## Directions for this task
If an entry holds a picture, drop the picture but restate the entry word for word.

## Data listing
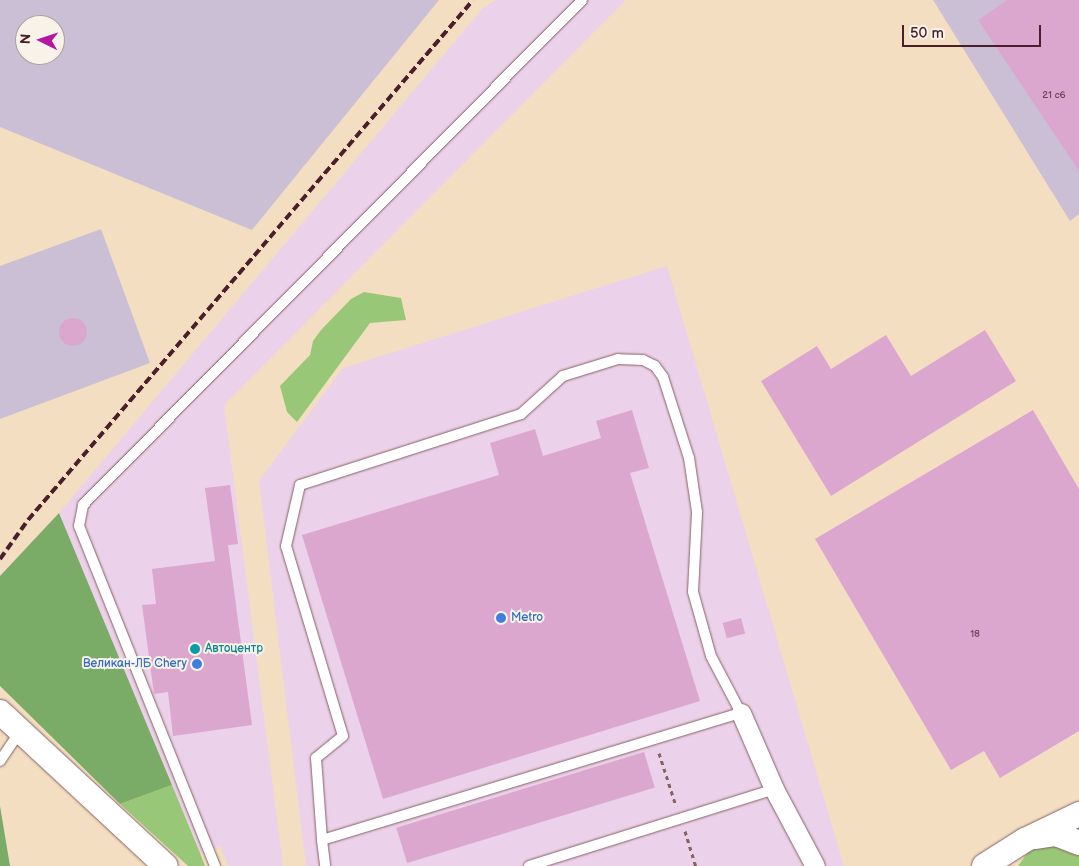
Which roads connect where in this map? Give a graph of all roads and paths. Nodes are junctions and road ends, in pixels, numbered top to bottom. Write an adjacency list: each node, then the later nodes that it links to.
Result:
1 (582, 0): 14 (lane)
2 (0, 712): 4 (street)
3 (742, 713): 5 (lane); 7 (street); 11 (lane)
4 (20, 731): 6 (lane); 13 (street)
5 (654, 739): 9 (path); 11 (lane)
6 (0, 761)
7 (774, 790): 9 (lane); 18 (street)
8 (1079, 814): 10 (street)
9 (680, 819): 16 (lane); 17 (path)
10 (1030, 839): 12 (street); 19 (street); 20 (street)
11 (322, 840): 15 (lane)
12 (1079, 843)
13 (166, 866)
14 (215, 866)
15 (324, 866)
16 (529, 866)
17 (696, 866)
18 (815, 866)
19 (984, 866)
20 (1007, 866)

## Solved problem
Which roads connect where in this map? Give a graph of all roads and paths. Nodes are junctions and road ends, in pixels, numbered top to bottom. Write an adjacency list: each node, then the later nodes that it links to.
Result:
1 (582, 0): 14 (lane)
2 (0, 712): 4 (street)
3 (742, 713): 5 (lane); 7 (street); 11 (lane)
4 (20, 731): 6 (lane); 13 (street)
5 (654, 739): 9 (path); 11 (lane)
6 (0, 761)
7 (774, 790): 9 (lane); 18 (street)
8 (1079, 814): 10 (street)
9 (680, 819): 16 (lane); 17 (path)
10 (1030, 839): 12 (street); 19 (street); 20 (street)
11 (322, 840): 15 (lane)
12 (1079, 843)
13 (166, 866)
14 (215, 866)
15 (324, 866)
16 (529, 866)
17 (696, 866)
18 (815, 866)
19 (984, 866)
20 (1007, 866)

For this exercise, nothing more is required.